=== Task requirements ===
Show all lines from the records below in which the string "pixel" is present.

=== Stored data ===
* * * * * * * * *

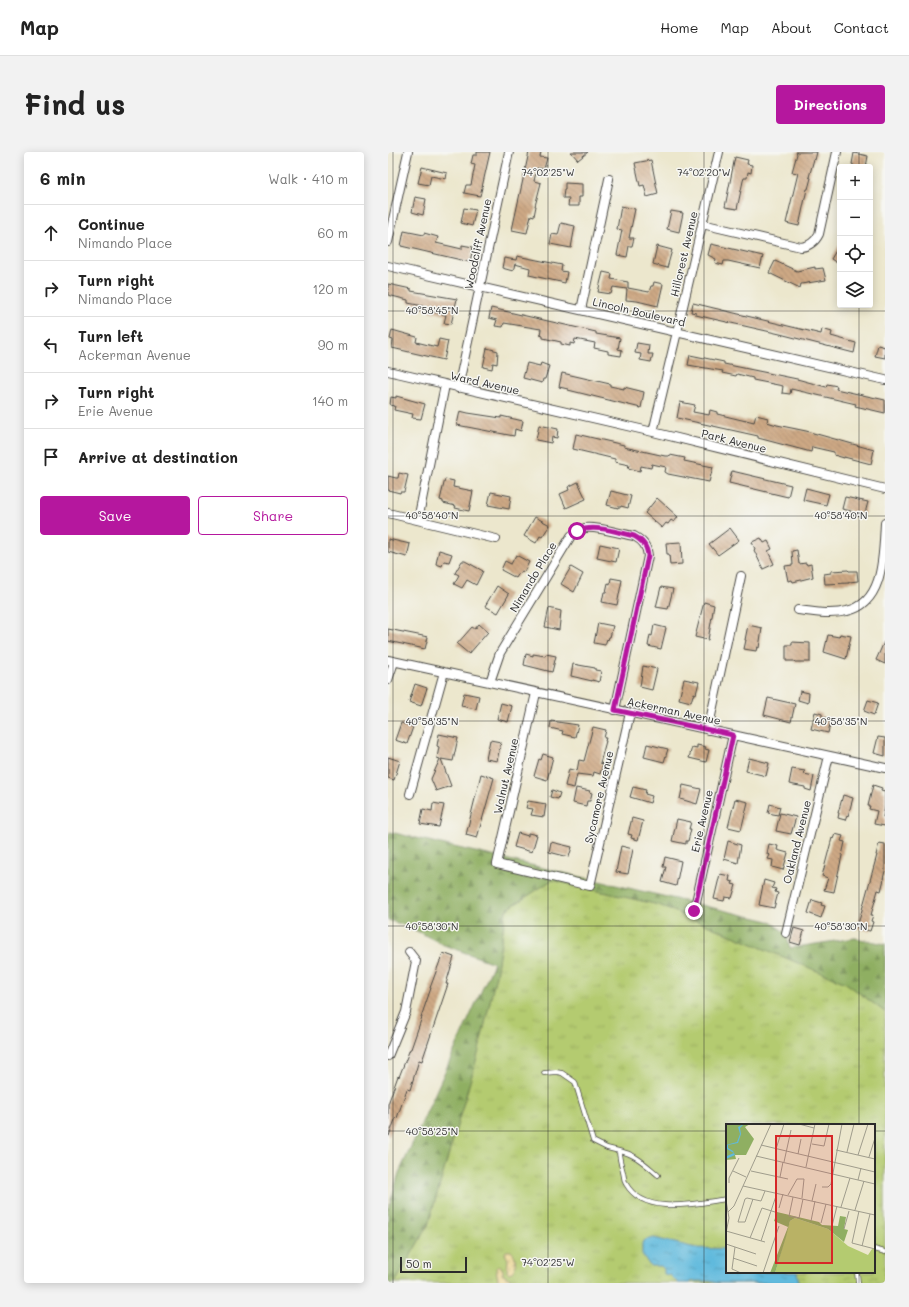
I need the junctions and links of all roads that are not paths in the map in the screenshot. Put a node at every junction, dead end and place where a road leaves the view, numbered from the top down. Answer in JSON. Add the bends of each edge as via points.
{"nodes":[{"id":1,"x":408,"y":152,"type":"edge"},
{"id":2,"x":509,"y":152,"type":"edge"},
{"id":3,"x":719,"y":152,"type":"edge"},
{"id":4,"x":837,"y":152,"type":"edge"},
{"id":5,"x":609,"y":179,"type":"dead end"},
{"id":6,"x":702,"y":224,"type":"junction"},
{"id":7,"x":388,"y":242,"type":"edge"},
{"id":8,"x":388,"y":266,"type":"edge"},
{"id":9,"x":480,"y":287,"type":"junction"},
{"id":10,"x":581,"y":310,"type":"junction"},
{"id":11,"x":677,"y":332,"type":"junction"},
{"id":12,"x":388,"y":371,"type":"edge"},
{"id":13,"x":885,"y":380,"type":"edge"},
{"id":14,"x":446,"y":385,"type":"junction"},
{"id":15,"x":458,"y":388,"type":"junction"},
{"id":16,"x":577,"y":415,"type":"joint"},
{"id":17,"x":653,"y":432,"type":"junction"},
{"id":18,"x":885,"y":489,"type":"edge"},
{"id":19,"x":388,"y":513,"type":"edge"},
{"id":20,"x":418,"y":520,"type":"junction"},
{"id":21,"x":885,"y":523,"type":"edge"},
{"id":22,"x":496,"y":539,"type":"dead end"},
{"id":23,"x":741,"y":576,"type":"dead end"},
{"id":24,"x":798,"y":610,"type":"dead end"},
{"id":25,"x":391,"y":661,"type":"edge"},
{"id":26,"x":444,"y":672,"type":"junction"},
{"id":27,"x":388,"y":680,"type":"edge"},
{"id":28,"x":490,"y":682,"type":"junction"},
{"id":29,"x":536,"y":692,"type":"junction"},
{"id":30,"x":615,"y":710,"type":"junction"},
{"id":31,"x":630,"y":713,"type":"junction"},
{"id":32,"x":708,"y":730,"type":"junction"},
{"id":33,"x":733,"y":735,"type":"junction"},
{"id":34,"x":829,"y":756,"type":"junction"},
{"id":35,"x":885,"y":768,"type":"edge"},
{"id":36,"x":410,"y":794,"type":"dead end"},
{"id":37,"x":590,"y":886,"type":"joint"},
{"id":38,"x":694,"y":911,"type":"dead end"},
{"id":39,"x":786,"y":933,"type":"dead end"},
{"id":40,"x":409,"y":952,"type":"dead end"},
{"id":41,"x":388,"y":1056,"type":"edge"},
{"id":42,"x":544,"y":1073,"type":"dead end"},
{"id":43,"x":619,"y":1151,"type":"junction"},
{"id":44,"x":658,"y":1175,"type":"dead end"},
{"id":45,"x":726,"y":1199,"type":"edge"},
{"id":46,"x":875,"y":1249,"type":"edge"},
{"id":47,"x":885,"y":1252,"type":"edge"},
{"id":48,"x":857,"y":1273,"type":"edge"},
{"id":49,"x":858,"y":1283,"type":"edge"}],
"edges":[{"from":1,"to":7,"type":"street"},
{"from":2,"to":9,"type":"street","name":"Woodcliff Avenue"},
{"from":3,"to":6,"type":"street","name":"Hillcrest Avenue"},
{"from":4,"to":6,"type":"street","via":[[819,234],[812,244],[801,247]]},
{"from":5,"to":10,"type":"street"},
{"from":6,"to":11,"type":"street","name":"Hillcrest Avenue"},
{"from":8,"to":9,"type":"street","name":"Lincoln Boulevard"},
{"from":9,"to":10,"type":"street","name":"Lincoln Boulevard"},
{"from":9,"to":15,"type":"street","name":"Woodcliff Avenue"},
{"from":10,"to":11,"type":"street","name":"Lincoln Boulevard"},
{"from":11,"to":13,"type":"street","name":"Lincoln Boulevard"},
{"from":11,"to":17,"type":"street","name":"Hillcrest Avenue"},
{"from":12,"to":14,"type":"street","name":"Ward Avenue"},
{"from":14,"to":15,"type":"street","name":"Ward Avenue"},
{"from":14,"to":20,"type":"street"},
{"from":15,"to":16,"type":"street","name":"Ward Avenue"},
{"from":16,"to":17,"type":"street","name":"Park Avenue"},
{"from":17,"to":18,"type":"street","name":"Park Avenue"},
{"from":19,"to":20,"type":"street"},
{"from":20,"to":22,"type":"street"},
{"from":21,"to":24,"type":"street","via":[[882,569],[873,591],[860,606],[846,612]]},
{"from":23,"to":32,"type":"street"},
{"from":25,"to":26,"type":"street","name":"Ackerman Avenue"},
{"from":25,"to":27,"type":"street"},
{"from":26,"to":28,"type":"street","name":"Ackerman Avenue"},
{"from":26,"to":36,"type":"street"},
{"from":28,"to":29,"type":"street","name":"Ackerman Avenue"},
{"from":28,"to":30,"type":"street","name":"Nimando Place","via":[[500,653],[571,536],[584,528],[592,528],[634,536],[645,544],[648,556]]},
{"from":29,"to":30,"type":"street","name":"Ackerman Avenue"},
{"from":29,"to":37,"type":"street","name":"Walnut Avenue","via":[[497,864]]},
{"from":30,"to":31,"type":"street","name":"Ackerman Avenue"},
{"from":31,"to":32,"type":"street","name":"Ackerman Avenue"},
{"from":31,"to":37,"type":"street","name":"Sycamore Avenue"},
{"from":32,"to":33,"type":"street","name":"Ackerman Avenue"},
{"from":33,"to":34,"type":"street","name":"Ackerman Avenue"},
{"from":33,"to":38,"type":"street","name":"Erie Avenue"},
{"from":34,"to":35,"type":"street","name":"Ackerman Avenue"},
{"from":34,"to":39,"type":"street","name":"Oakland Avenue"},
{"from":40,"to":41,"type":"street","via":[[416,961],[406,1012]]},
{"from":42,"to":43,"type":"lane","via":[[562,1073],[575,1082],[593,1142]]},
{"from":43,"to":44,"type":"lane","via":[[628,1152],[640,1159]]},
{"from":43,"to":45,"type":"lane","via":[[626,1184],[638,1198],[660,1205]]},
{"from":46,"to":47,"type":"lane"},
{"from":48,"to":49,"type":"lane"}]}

* * * * * * * * *

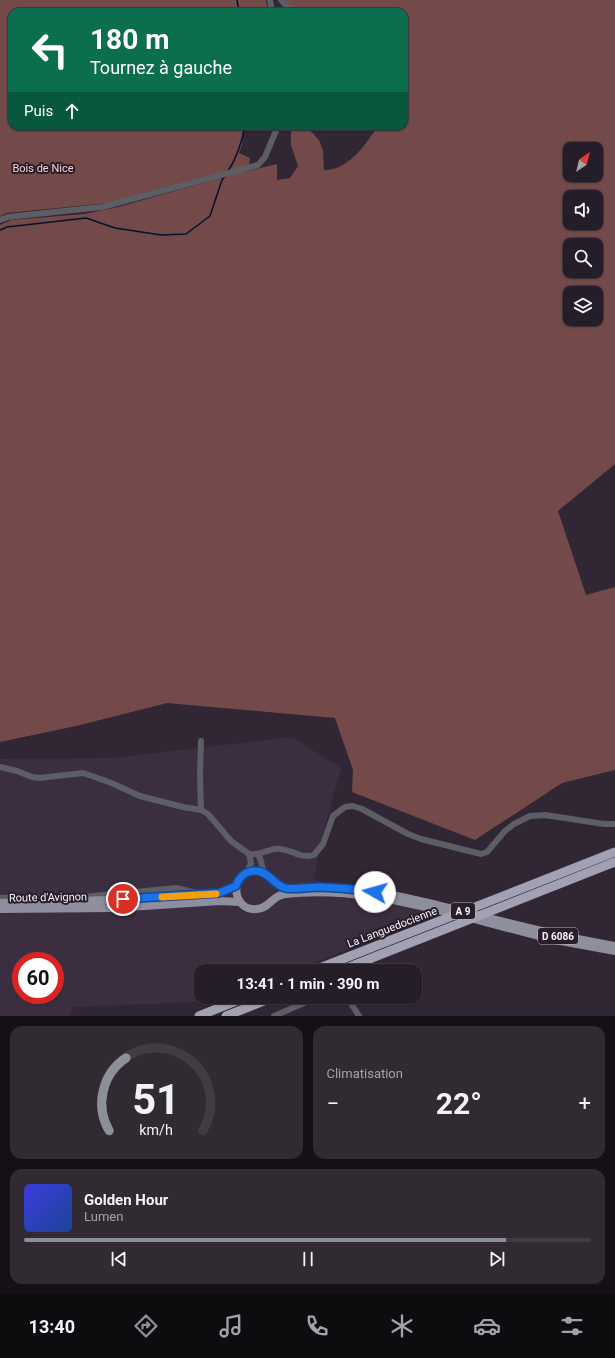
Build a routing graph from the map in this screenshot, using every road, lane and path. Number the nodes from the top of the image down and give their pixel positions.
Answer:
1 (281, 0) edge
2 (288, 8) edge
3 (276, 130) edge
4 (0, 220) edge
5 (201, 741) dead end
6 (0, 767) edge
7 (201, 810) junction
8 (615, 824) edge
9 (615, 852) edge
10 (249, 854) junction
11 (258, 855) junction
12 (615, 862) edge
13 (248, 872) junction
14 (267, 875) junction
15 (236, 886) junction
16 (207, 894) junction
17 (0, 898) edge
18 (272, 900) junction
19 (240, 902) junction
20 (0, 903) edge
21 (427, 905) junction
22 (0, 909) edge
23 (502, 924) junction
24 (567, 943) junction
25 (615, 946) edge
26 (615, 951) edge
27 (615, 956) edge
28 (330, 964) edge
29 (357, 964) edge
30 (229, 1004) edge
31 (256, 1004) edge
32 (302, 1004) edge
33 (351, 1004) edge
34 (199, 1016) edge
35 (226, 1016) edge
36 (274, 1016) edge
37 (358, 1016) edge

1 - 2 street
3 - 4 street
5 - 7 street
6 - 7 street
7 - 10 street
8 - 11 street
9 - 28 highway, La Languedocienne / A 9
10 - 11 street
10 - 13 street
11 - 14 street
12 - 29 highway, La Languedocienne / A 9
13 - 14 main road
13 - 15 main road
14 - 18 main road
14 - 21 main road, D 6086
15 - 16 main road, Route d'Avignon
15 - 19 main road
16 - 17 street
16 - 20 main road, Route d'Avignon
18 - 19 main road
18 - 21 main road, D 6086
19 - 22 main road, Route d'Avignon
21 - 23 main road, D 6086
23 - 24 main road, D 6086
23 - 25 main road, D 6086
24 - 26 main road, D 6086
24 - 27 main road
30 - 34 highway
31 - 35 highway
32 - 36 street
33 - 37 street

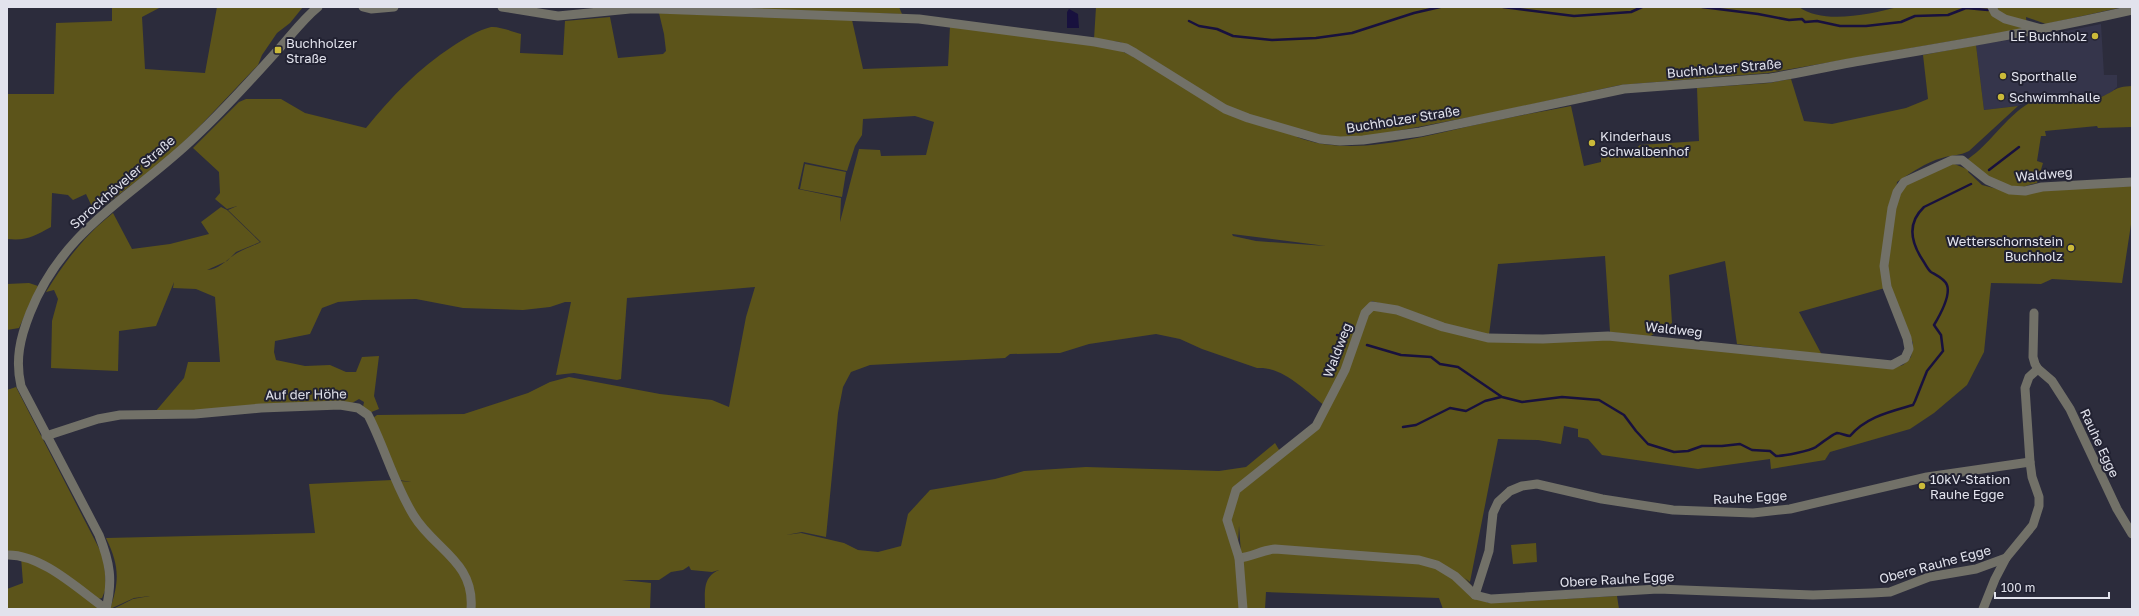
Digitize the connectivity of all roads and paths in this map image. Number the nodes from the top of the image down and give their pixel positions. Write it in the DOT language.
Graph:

* * * * * * * * *

=== Solution to this exercise ===
Build a routing graph from the map in this screenshot, using every road, lane and path. Number the nodes from the top of the image down and give their pixel positions.
Digitize the connectivity of all roads and paths in this map image. Number the nodes from the top of the image down and give their pixel positions. Write it in the DOT language.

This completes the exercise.